True, it's not the only country facing mass suffering as a result of a tyrant or tyrants run amok. Up at the other end of the continent, we have the ongoing obscenity of Darfur, where wholesale murder has been a matter of government policy for years already. And then there's the recent events in Burma/Myanmar, where the ruling junta has shown itself willing to starve its own people to death rather than allow foreign aid workers into their fiefdom.

In each of these cases - and these are only the most flagrant at the moment - there's a common thread: Western liberals and do-gooders wring their hands and make vague, clucking noises of sympathy, then conclude by saying, "But what can we do? It's their country, after all." Underlying this is an almost transparent unwillingness to suggest that Westerners have a right - let alone and obligation - to interfere with the "sovereignty" of these murderous dictatorships. It's the very antithesis of colonialism, but that doesn't make it any less evil.

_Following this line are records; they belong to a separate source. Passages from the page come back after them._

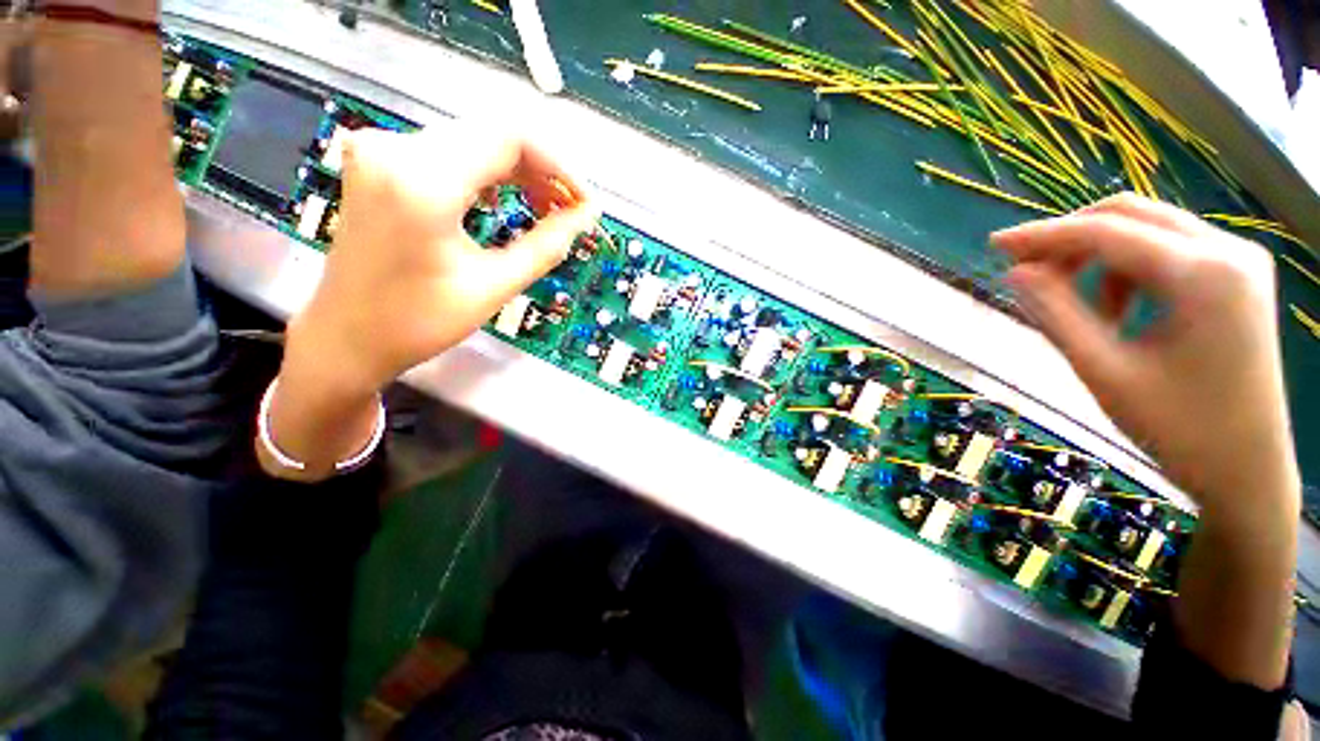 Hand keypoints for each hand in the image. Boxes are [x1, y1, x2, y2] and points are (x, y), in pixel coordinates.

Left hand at [263, 124, 597, 479]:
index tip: (585, 202)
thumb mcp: (493, 286)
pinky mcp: (380, 163)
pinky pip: (450, 153)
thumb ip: (546, 245)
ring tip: (546, 210)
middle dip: (542, 171)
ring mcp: (382, 151)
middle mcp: (396, 149)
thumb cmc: (419, 322)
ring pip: (474, 142)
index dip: (559, 166)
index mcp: (422, 182)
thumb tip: (587, 217)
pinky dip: (488, 175)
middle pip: (492, 135)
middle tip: (570, 211)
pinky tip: (507, 202)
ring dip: (518, 173)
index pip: (509, 139)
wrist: (346, 336)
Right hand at [991, 194, 1299, 521]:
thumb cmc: (1178, 430)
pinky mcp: (1237, 277)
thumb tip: (1016, 272)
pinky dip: (1127, 268)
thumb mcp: (1104, 371)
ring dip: (1098, 254)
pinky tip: (1116, 308)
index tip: (995, 244)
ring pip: (1148, 228)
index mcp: (1204, 275)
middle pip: (1130, 215)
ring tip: (1074, 302)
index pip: (1107, 232)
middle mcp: (1228, 251)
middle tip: (1026, 268)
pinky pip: (1168, 249)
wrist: (1246, 471)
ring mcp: (1238, 261)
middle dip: (1070, 236)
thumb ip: (1056, 313)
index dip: (1044, 235) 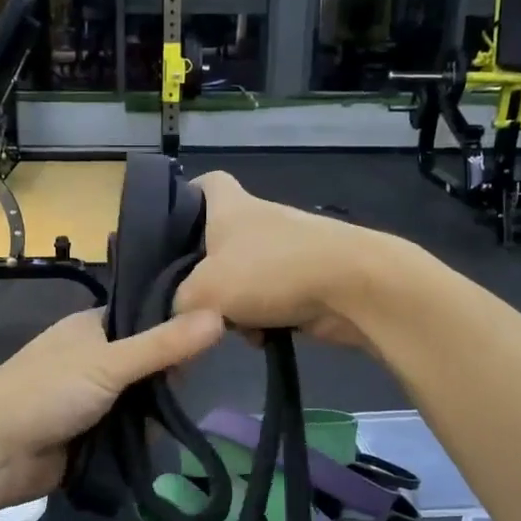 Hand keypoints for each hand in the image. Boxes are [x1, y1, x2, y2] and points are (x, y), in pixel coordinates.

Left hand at [0, 308, 224, 510]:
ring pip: (140, 404)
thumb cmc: (44, 392)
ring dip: (153, 418)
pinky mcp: (89, 437)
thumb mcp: (108, 363)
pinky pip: (127, 436)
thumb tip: (220, 315)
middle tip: (185, 393)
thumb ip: (163, 345)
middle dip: (166, 384)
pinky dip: (139, 443)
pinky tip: (156, 449)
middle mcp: (93, 360)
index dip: (176, 330)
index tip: (211, 343)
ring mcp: (90, 401)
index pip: (146, 320)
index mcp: (92, 329)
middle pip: (148, 366)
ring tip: (173, 425)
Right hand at [173, 172, 391, 349]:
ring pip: (243, 278)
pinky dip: (263, 319)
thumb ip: (178, 303)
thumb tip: (178, 317)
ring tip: (229, 327)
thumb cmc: (269, 271)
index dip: (186, 197)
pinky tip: (262, 337)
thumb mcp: (203, 291)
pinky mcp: (306, 279)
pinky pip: (269, 300)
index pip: (207, 182)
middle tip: (188, 298)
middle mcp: (258, 221)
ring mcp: (286, 250)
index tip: (168, 227)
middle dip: (205, 273)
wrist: (351, 287)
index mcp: (231, 206)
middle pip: (219, 242)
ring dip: (233, 305) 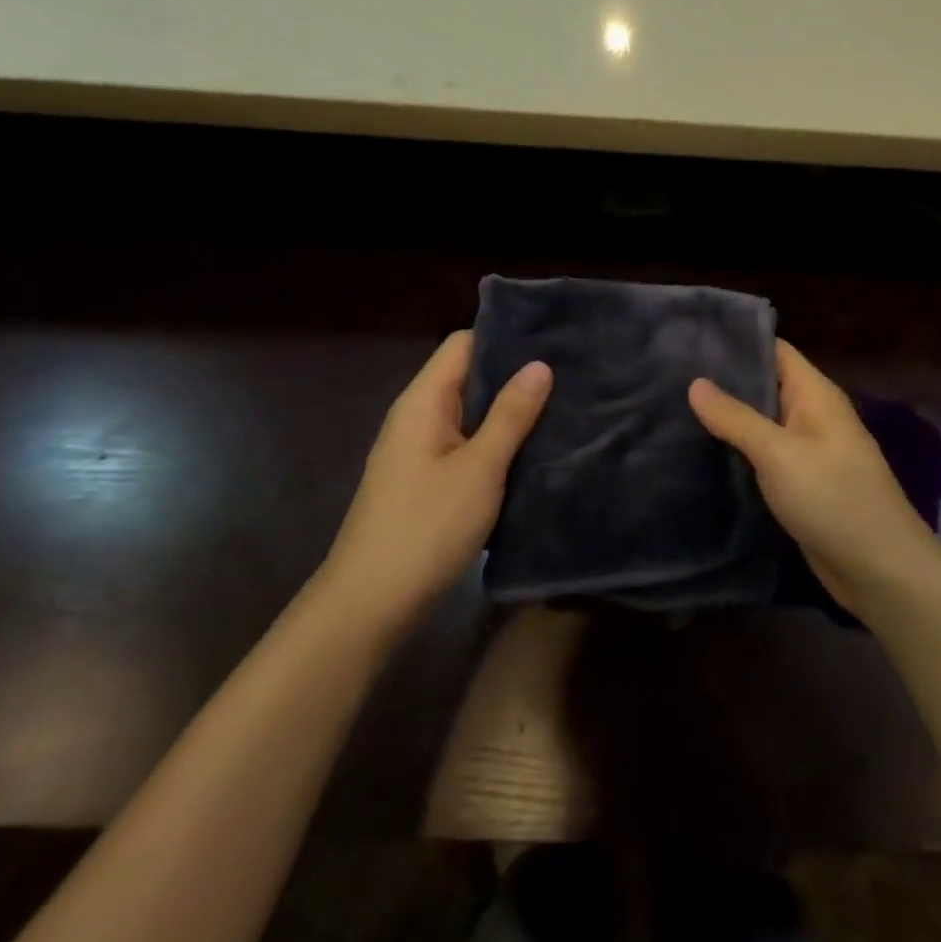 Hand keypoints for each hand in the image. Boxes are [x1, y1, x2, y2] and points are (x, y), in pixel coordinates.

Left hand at [320, 331, 550, 637]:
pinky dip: (498, 443)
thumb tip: (540, 364)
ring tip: (563, 406)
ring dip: (510, 412)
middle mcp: (418, 418)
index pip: (463, 344)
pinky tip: (534, 450)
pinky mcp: (428, 482)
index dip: (504, 336)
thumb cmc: (426, 527)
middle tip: (570, 374)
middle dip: (515, 375)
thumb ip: (511, 415)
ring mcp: (421, 452)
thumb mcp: (479, 468)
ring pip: (472, 415)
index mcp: (423, 402)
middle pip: (468, 377)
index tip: (552, 339)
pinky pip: (468, 446)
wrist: (370, 605)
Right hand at [689, 340, 937, 616]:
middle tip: (672, 378)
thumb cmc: (832, 497)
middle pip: (766, 385)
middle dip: (725, 382)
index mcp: (816, 394)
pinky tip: (703, 452)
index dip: (737, 342)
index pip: (775, 351)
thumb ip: (735, 417)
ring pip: (763, 423)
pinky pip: (766, 456)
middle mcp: (813, 415)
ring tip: (677, 410)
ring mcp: (809, 451)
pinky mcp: (802, 484)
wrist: (879, 568)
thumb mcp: (778, 452)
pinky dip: (739, 451)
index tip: (690, 342)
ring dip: (729, 419)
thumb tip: (696, 383) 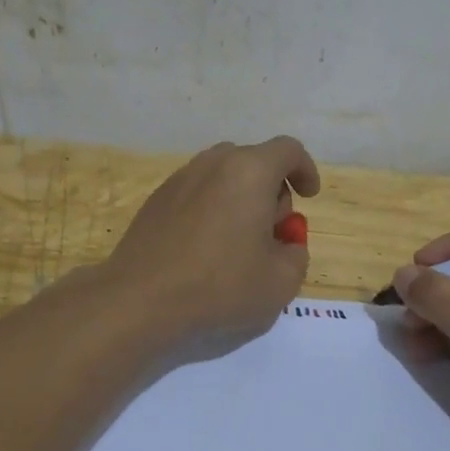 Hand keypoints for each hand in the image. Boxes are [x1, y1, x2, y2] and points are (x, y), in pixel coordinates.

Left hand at [101, 137, 321, 343]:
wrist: (140, 299)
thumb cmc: (220, 286)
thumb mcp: (281, 282)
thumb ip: (296, 254)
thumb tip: (285, 244)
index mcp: (249, 171)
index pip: (288, 150)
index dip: (305, 170)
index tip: (308, 196)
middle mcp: (213, 164)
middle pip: (254, 162)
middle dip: (271, 191)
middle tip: (272, 233)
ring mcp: (179, 179)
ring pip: (222, 178)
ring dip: (240, 201)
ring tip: (238, 244)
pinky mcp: (155, 201)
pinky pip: (196, 194)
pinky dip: (211, 211)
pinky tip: (205, 251) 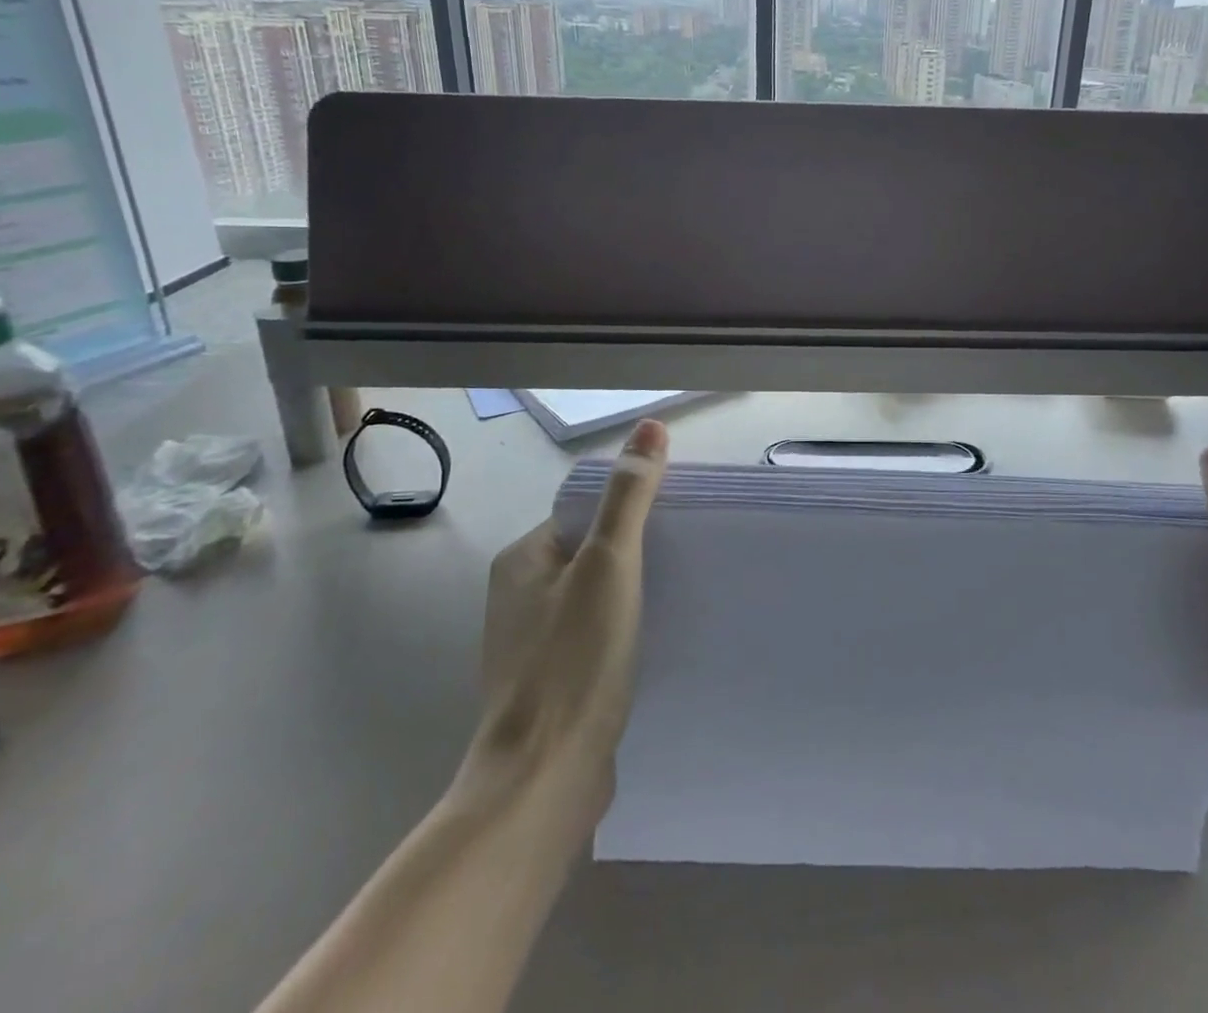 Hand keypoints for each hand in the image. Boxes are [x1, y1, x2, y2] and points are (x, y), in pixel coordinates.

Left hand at [454, 420, 667, 826]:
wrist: (544, 781)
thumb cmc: (574, 660)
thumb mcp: (610, 564)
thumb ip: (630, 495)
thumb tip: (651, 427)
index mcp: (523, 559)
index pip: (586, 511)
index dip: (632, 509)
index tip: (678, 520)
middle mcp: (520, 595)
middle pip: (592, 552)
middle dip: (638, 552)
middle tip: (687, 556)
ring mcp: (533, 643)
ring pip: (596, 596)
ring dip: (634, 593)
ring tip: (681, 594)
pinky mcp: (552, 682)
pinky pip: (595, 635)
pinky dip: (625, 630)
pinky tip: (656, 640)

One has to wonder if there'd be such reticence to act if similar events were unfolding in a European country. Well, one actually doesn't have to wonder; we have a fairly recent illustration, that of the Balkan wars. There was a lot of hand-wringing over that, too, no doubt because the people involved seemed, well, not quite as European as, say Frenchmen or Germans (the fact that many of them were Muslims may have had even more to do with it). But eventually decisive military action was taken, on the very reasonable grounds that when a people showed itself no longer capable of maintaining a basic civil or social structure, then it was incumbent upon its neighbors in the world to take responsibility for doing so.

Granted, this is disturbingly close to at least one of the reasons used to justify colonialism in the first place, but the fact that things have previously been done for the wrong reason doesn't obviate the need for doing them at a different time and place for the right reason. But what, you might ask, can the West do about Zimbabwe, Darfur or Myanmar? In the case of the latter, there's at least one easy answer: just the other day American troops, who'd been stationed at the border waiting for the OK to truck in food and supplies to cyclone victims, abandoned their positions because, as their commander said, "We just couldn't get permission to enter the country." The mightiest army in the history of the planet has to sit there humbly begging a handful of tinpot generals to allow them to carry out lifesaving missions? The Burmese army is going to seriously be able to prevent them from doing so?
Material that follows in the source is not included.